As I mentioned, if this sort of activity were confined to a single state agency or department, it would be disturbing enough. However, there is a clear, deeply troubling pattern of this administration testing or skirting the legal limits of the executive branch. Over the past few years, this administration has taken significant action without the involvement or authorization of the General Assembly on several occasions, without any public policy discussion about whether such actions were the right thing to do:  

  • The governor withholding appropriated funds from core functions like public education or the courts without state revenues falling short of projections, as required by the state constitution;
  • The governor circumventing the Senate's duty to provide "advice and consent" on the appointment of senior administration officials by making "acting" or "temporary" appointments;
  • Missouri Health Insurance Pool (MHIP) consideration of federal grant money despite legislative intent to the contrary;
  • An application by the Missouri Department of Elementary and Secondary Education (DESE) for a federal grant that would require establishment of a quality rating system without the necessary legislative authorization.
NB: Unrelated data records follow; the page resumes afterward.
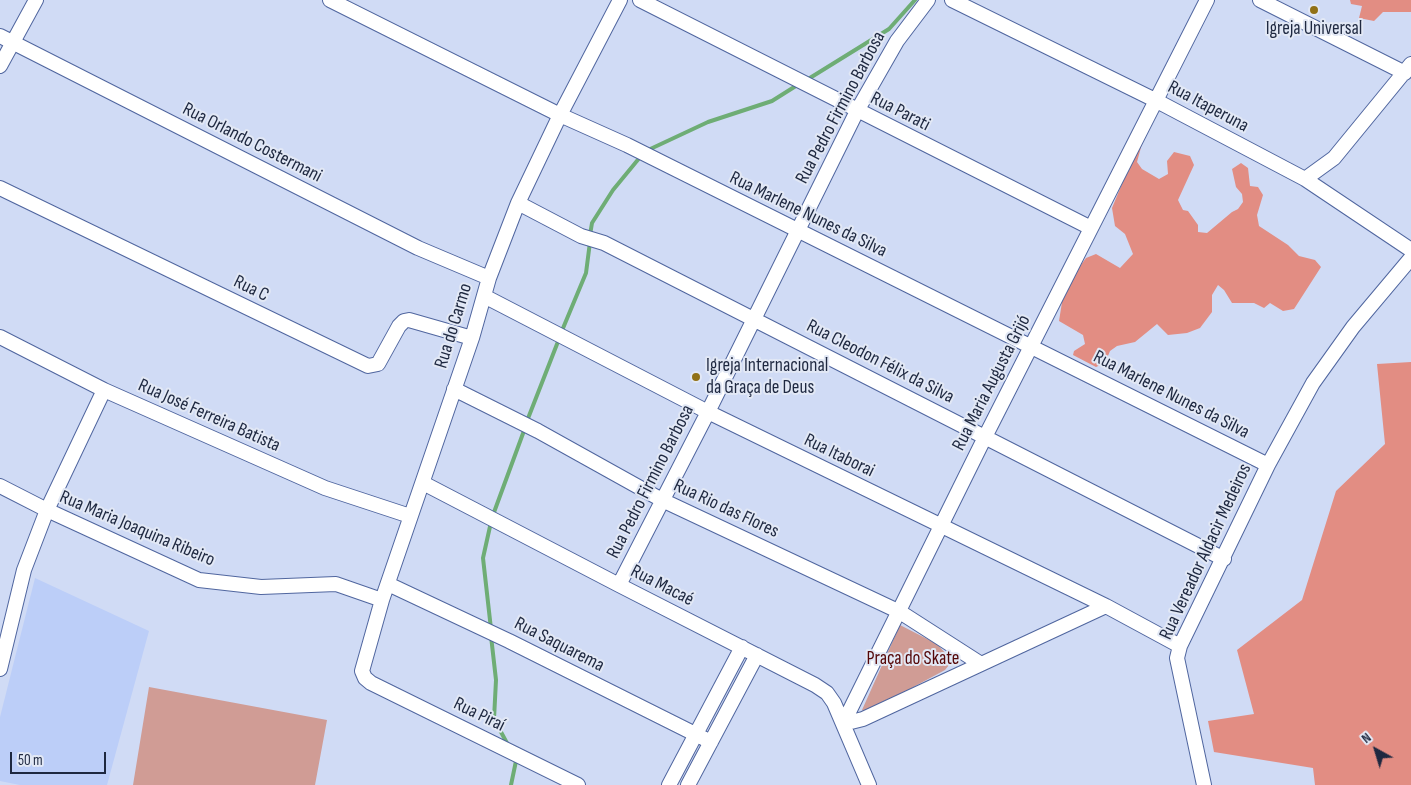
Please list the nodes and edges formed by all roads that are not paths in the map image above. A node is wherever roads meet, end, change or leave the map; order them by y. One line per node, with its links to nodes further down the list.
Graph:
1 (36, 0): 9 (street)
2 (330, 0): 14 (street, Rua Marlene Nunes da Silva)
3 (620, 0): 14 (street, Rua do Carmo)
4 (640, 0): 13 (street, Rua Parati)
5 (928, 0): 13 (street, Rua Pedro Firmino Barbosa)
6 (952, 0): 12 (street, Rua Itaperuna)
7 (1207, 0): 12 (street, Rua Maria Augusta Grijó)
8 (1260, 0): 11 (street)
9 (6, 39): 10 (street); 22 (street, Rua Orlando Costermani)
10 (0, 66)
11 (1408, 68): 15 (street)
12 (1155, 100): 15 (street, Rua Itaperuna); 18 (street, Rua Maria Augusta Grijó)
13 (858, 112): 18 (street, Rua Parati); 19 (street, Rua Pedro Firmino Barbosa)
14 (560, 115): 17 (street, Rua do Carmo); 19 (street, Rua Marlene Nunes da Silva)
15 (1305, 179): 20 (street, Rua Itaperuna)
16 (0, 188): 26 (street, Rua C)
17 (518, 203): 22 (street, Rua do Carmo); 24 (street, Rua Cleodon Félix da Silva)
18 (1091, 228): 27 (street, Rua Maria Augusta Grijó)
19 (797, 231): 24 (street, Rua Pedro Firmino Barbosa); 27 (street, Rua Marlene Nunes da Silva)
20 (1411, 250)
21 (1411, 258): 32 (street, Rua Vereador Aldacir Medeiros)
22 (489, 278): 23 (street, Rua do Carmo)
23 (484, 296): 26 (street, Rua do Carmo); 30 (street, Rua Itaborai)
24 (754, 319): 30 (street, Rua Pedro Firmino Barbosa); 31 (street, Rua Cleodon Félix da Silva)
25 (0, 337): 29 (street, Rua José Ferreira Batista)
26 (472, 338): 28 (street, Rua do Carmo)
27 (1032, 346): 31 (street, Rua Maria Augusta Grijó); 32 (street, Rua Marlene Nunes da Silva)
28 (454, 389): 33 (street, Rua do Carmo); 35 (street, Rua Rio das Flores)
29 (104, 390): 36 (street); 37 (street, Rua José Ferreira Batista)
30 (708, 412): 35 (street, Rua Pedro Firmino Barbosa); 38 (street, Rua Itaborai)
31 (985, 437): 38 (street, Rua Maria Augusta Grijó); 39 (street, Rua Cleodon Félix da Silva)
32 (1268, 465): 39 (street, Rua Vereador Aldacir Medeiros)
33 (423, 483): 37 (street, Rua do Carmo); 41 (street, Rua Macaé)
34 (0, 486): 36 (street, Rua Maria Joaquina Ribeiro)
35 (662, 500): 41 (street, Rua Pedro Firmino Barbosa); 44 (street, Rua Rio das Flores)
36 (47, 510): 42 (street, Rua Maria Joaquina Ribeiro); 49 (street)
37 (410, 516): 40 (street, Rua do Carmo)
38 (942, 527): 43 (street, Rua Itaborai); 44 (street, Rua Maria Augusta Grijó)
39 (1224, 559): 45 (street, Rua Vereador Aldacir Medeiros)
40 (388, 584): 42 (street, Rua do Carmo); 52 (street, Rua Saquarema)
41 (619, 586): 46 (street, Rua Macaé)
42 (382, 600): 50 (street, Rua do Carmo)
43 (1106, 606): 45 (street, Rua Itaborai); 48 (street)
44 (900, 612): 48 (street, Rua Rio das Flores); 51 (street, Rua Maria Augusta Grijó)
45 (1180, 646): 58 (street, Rua Vereador Aldacir Medeiros)
46 (742, 647): 47 (street, Rua Macaé); 52 (street)
47 (757, 655): 51 (street, Rua Macaé); 53 (street)
48 (981, 664): 51 (street)
49 (0, 669)
50 (365, 678): 54 (street, Rua Piraí)
51 (843, 724): 57 (street)
52 (696, 735): 53 (street, Rua Saquarema); 55 (street)
53 (711, 742): 56 (street)
54 (578, 785)
55 (669, 785)
56 (688, 785)
57 (869, 785)
58 (1204, 785)

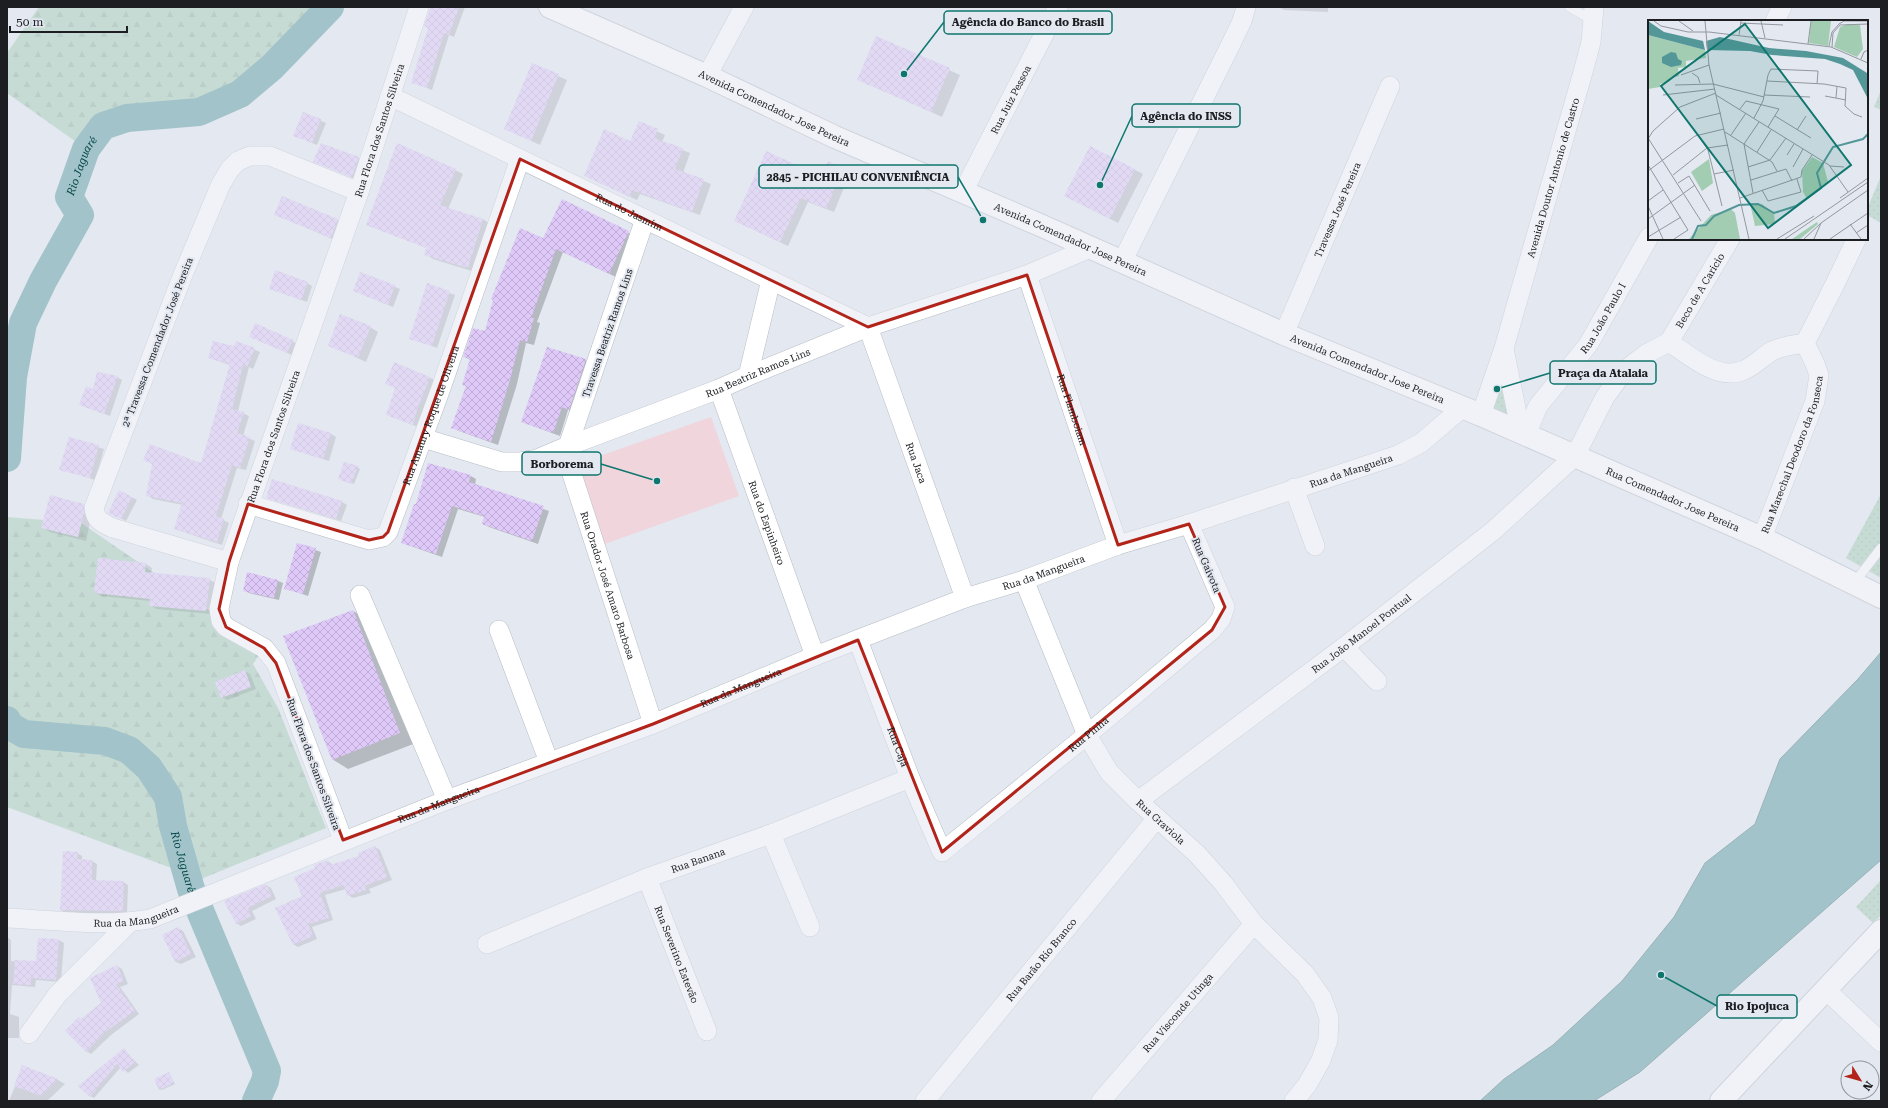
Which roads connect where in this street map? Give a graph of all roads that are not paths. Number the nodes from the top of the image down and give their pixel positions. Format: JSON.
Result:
{"nodes":[{"id":1,"x":419,"y":7,"type":"edge"},
{"id":2,"x":550,"y":7,"type":"edge"},
{"id":3,"x":744,"y":7,"type":"edge"},
{"id":4,"x":1058,"y":7,"type":"edge"},
{"id":5,"x":1246,"y":7,"type":"edge"},
{"id":6,"x":1569,"y":7,"type":"edge"},
{"id":7,"x":1782,"y":7,"type":"edge"},
{"id":8,"x":1594,"y":14,"type":"edge"},
{"id":9,"x":1776,"y":20,"type":"edge"},
{"id":10,"x":707,"y":76,"type":"junction"},
{"id":11,"x":1390,"y":86,"type":"dead end"},
{"id":12,"x":390,"y":96,"type":"junction"},
{"id":13,"x":520,"y":159,"type":"junction"},
{"id":14,"x":359,"y":192,"type":"junction"},
{"id":15,"x":962,"y":192,"type":"junction"},
{"id":16,"x":645,"y":219,"type":"junction"},
{"id":17,"x":1648,"y":239,"type":"edge"},
{"id":18,"x":1729,"y":240,"type":"edge"},
{"id":19,"x":1856,"y":240,"type":"dead end"},
{"id":20,"x":1090,"y":248,"type":"junction"},
{"id":21,"x":1122,"y":262,"type":"junction"},
{"id":22,"x":1027,"y":276,"type":"junction"},
{"id":23,"x":771,"y":280,"type":"junction"},
{"id":24,"x":868,"y":328,"type":"junction"},
{"id":25,"x":1284,"y":334,"type":"junction"},
{"id":26,"x":1669,"y":342,"type":"junction"},
{"id":27,"x":1805,"y":343,"type":"junction"},
{"id":28,"x":1504,"y":348,"type":"junction"},
{"id":29,"x":748,"y":376,"type":"junction"},
{"id":30,"x":719,"y":389,"type":"junction"},
{"id":31,"x":1472,"y":412,"type":"junction"},
{"id":32,"x":1523,"y":434,"type":"junction"},
{"id":33,"x":423,"y":438,"type":"junction"},
{"id":34,"x":568,"y":446,"type":"junction"},
{"id":35,"x":1575,"y":456,"type":"junction"},
{"id":36,"x":1294,"y":488,"type":"junction"},
{"id":37,"x":248,"y":504,"type":"junction"},
{"id":38,"x":1190,"y":524,"type":"junction"},
{"id":39,"x":1762,"y":538,"type":"junction"},
{"id":40,"x":1118,"y":545,"type":"junction"},
{"id":41,"x":1315,"y":546,"type":"dead end"},
{"id":42,"x":1881,"y":548,"type":"edge"},
{"id":43,"x":229,"y":562,"type":"junction"},
{"id":44,"x":1024,"y":580,"type":"junction"},
{"id":45,"x":1854,"y":584,"type":"junction"},
{"id":46,"x":360,"y":595,"type":"dead end"},
{"id":47,"x":1881,"y":597,"type":"edge"},
{"id":48,"x":965,"y":598,"type":"junction"},
{"id":49,"x":1225,"y":607,"type":"joint"},
{"id":50,"x":499,"y":630,"type":"dead end"},
{"id":51,"x":858,"y":640,"type":"junction"},
{"id":52,"x":1344,"y":647,"type":"junction"},
{"id":53,"x":815,"y":656,"type":"junction"},
{"id":54,"x":1376,"y":681,"type":"dead end"},
{"id":55,"x":653,"y":724,"type":"junction"},
{"id":56,"x":1087,"y":736,"type":"junction"},
{"id":57,"x":549,"y":762,"type":"junction"},
{"id":58,"x":910,"y":778,"type":"junction"},
{"id":59,"x":447,"y":800,"type":"junction"},
{"id":60,"x":1138,"y":801,"type":"junction"},
{"id":61,"x":1157,"y":818,"type":"junction"},
{"id":62,"x":771,"y":834,"type":"junction"},
{"id":63,"x":343,"y":840,"type":"junction"},
{"id":64,"x":942,"y":852,"type":"joint"},
{"id":65,"x":647,"y":878,"type":"junction"},
{"id":66,"x":7,"y":918,"type":"edge"},
{"id":67,"x":129,"y":923,"type":"junction"},
{"id":68,"x":1254,"y":924,"type":"junction"},
{"id":69,"x":810,"y":927,"type":"dead end"},
{"id":70,"x":1881,"y":931,"type":"edge"},
{"id":71,"x":487,"y":944,"type":"dead end"},
{"id":72,"x":1826,"y":990,"type":"junction"},
{"id":73,"x":707,"y":1031,"type":"dead end"},
{"id":74,"x":29,"y":1034,"type":"dead end"},
{"id":75,"x":1881,"y":1042,"type":"edge"},
{"id":76,"x":925,"y":1101,"type":"edge"},
{"id":77,"x":1101,"y":1101,"type":"edge"},
{"id":78,"x":1294,"y":1101,"type":"edge"},
{"id":79,"x":1721,"y":1101,"type":"edge"}],
"edges":[{"from":1,"to":12,"type":"street","name":"Rua Flora dos Santos Silveira"},
{"from":2,"to":10,"type":"street","name":"Avenida Comendador Jose Pereira"},
{"from":3,"to":10,"type":"street"},
{"from":4,"to":15,"type":"street","name":"Rua Juiz Pessoa"},
{"from":5,"to":21,"type":"street"},
{"from":6,"to":8,"type":"lane"},
{"from":7,"to":9,"type":"street"},
{"from":8,"to":28,"type":"street","name":"Avenida Doutor Antonio de Castro"},
{"from":10,"to":15,"type":"street","name":"Avenida Comendador Jose Pereira"},
{"from":11,"to":25,"type":"street","name":"Travessa José Pereira"},
{"from":12,"to":13,"type":"street","name":"Rua do Jasmim"},
{"from":12,"to":14,"type":"street","name":"Rua Flora dos Santos Silveira"},
{"from":13,"to":16,"type":"street","name":"Rua do Jasmim"},
{"from":13,"to":33,"type":"street","name":"Rua Amaury Roque de Oliveira"},
{"from":14,"to":37,"type":"street","name":"Rua Flora dos Santos Silveira"},
{"from":14,"to":43,"type":"street","name":"2ª Travessa Comendador José Pereira"},
{"from":15,"to":20,"type":"street","name":"Avenida Comendador Jose Pereira"},
{"from":16,"to":23,"type":"street","name":"Rua do Jasmim"},
{"from":16,"to":34,"type":"street","name":"Travessa Beatriz Ramos Lins"},
{"from":17,"to":32,"type":"street","name":"Rua João Paulo I"},
{"from":18,"to":26,"type":"street","name":"Beco de A Caricio"},
{"from":19,"to":27,"type":"street"},
{"from":20,"to":21,"type":"street","name":"Avenida Comendador Jose Pereira"},
{"from":20,"to":22,"type":"street","name":"Rua Beatriz Ramos Lins"},
{"from":21,"to":25,"type":"street","name":"Avenida Comendador Jose Pereira"},
{"from":22,"to":24,"type":"street","name":"Rua Beatriz Ramos Lins"},
{"from":22,"to":40,"type":"street","name":"Rua Flamboiam"},
{"from":23,"to":24,"type":"street","name":"Rua do Jasmim"},
{"from":23,"to":29,"type":"street"},
{"from":24,"to":29,"type":"street","name":"Rua Beatriz Ramos Lins"},
{"from":24,"to":48,"type":"street","name":"Rua Jaca"},
{"from":25,"to":31,"type":"street","name":"Avenida Comendador Jose Pereira"},
{"from":26,"to":27,"type":"street"},
{"from":26,"to":35,"type":"street"},
{"from":27,"to":39,"type":"street","name":"Rua Marechal Deodoro da Fonseca"},
{"from":28,"to":31,"type":"street","name":"Avenida Doutor Antonio de Castro"},
{"from":28,"to":32,"type":"street","name":"Avenida Doutor Antonio de Castro"},
{"from":29,"to":30,"type":"street","name":"Rua Beatriz Ramos Lins"},
{"from":30,"to":34,"type":"street","name":"Rua Beatriz Ramos Lins"},
{"from":30,"to":53,"type":"street","name":"Rua do Espinheiro"},
{"from":31,"to":32,"type":"street","name":"Rua Comendador Jose Pereira"},
{"from":31,"to":36,"type":"street","name":"Rua da Mangueira"},
{"from":32,"to":35,"type":"street","name":"Rua Comendador Jose Pereira"},
{"from":33,"to":34,"type":"street","name":"Rua Beatriz Ramos Lins"},
{"from":33,"to":37,"type":"street","name":"Rua Amaury Roque de Oliveira"},
{"from":34,"to":55,"type":"street","name":"Rua Orador José Amaro Barbosa"},
{"from":35,"to":39,"type":"street","name":"Rua Comendador Jose Pereira"},
{"from":35,"to":52,"type":"street","name":"Rua João Manoel Pontual"},
{"from":36,"to":38,"type":"street","name":"Rua da Mangueira"},
{"from":36,"to":41,"type":"street"},
{"from":37,"to":43,"type":"street","name":"Rua Flora dos Santos Silveira"},
{"from":38,"to":40,"type":"street","name":"Rua da Mangueira"},
{"from":38,"to":49,"type":"street","name":"Rua Gaivota"},
{"from":39,"to":45,"type":"street","name":"Rua Comendador Jose Pereira"},
{"from":40,"to":44,"type":"street","name":"Rua da Mangueira"},
{"from":42,"to":45,"type":"lane"},
{"from":43,"to":63,"type":"street","name":"Rua Flora dos Santos Silveira"},
{"from":44,"to":48,"type":"street","name":"Rua da Mangueira"},
{"from":44,"to":56,"type":"street","name":"Rua Graviola"},
{"from":45,"to":47,"type":"street","name":"Rua Comendador Jose Pereira"},
{"from":46,"to":59,"type":"street"},
{"from":48,"to":51,"type":"street","name":"Rua da Mangueira"},
{"from":49,"to":56,"type":"street","name":"Rua Pinha"},
{"from":50,"to":57,"type":"street"},
{"from":51,"to":53,"type":"street","name":"Rua da Mangueira"},
{"from":51,"to":58,"type":"street","name":"Rua Cajá"},
{"from":52,"to":54,"type":"street"},
{"from":52,"to":60,"type":"street","name":"Rua João Manoel Pontual"},
{"from":53,"to":55,"type":"street","name":"Rua da Mangueira"},
{"from":55,"to":57,"type":"street","name":"Rua da Mangueira"},
{"from":56,"to":60,"type":"street","name":"Rua Graviola"},
{"from":56,"to":64,"type":"street","name":"Rua Pinha"},
{"from":57,"to":59,"type":"street","name":"Rua da Mangueira"},
{"from":58,"to":62,"type":"street","name":"Rua Banana"},
{"from":58,"to":64,"type":"street","name":"Rua Cajá"},
{"from":59,"to":63,"type":"street","name":"Rua da Mangueira"},
{"from":60,"to":61,"type":"street","name":"Rua Graviola"},
{"from":61,"to":68,"type":"street","name":"Rua Graviola"},
{"from":61,"to":76,"type":"street","name":"Rua Barão Rio Branco"},
{"from":62,"to":65,"type":"street","name":"Rua Banana"},
{"from":62,"to":69,"type":"street"},
{"from":63,"to":67,"type":"street","name":"Rua da Mangueira"},
{"from":65,"to":71,"type":"street","name":"Rua Banana"},
{"from":65,"to":73,"type":"street","name":"Rua Severino Estevão"},
{"from":66,"to":67,"type":"street","name":"Rua da Mangueira"},
{"from":67,"to":74,"type":"street"},
{"from":68,"to":77,"type":"street","name":"Rua Visconde Utinga"},
{"from":68,"to":78,"type":"street","name":"Rua Graviola"},
{"from":70,"to":72,"type":"street"},
{"from":72,"to":75,"type":"street"},
{"from":72,"to":79,"type":"street"}]}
Finally, within the last nine months, the Missouri Department of Social Services has made an abrupt shift away from its previous practice of releasing information after a child fatality or near fatality, as permitted by law. This disclosure law, passed during my time in the House, was prompted by events in southwest Missouri. The legislature's intent in passing the law was the improvement of our system for investigating child abuse and neglect. We felt children and families were best served when the opportunity to review actions made these cases was present. However, beginning in June, after a case in Kansas City, officials have routinely denied requests that would have been granted in previous years.    

Public Trust and the Rule of Law

No matter the party or policy, these are matters of grave concern. The real issue here is whether this behavior -- these serious breaches of the public trust -- will continue unchecked, or whether the administration will respect and uphold the rule of law and act in an open and accountable manner. That is why the drafters of our state constitution placed constitutional limitations on state government and distributed its authority between different branches, so each could act as a check on the other and better protect the rights and liberties of Missouri citizens. After all, that is why we are here, serving you.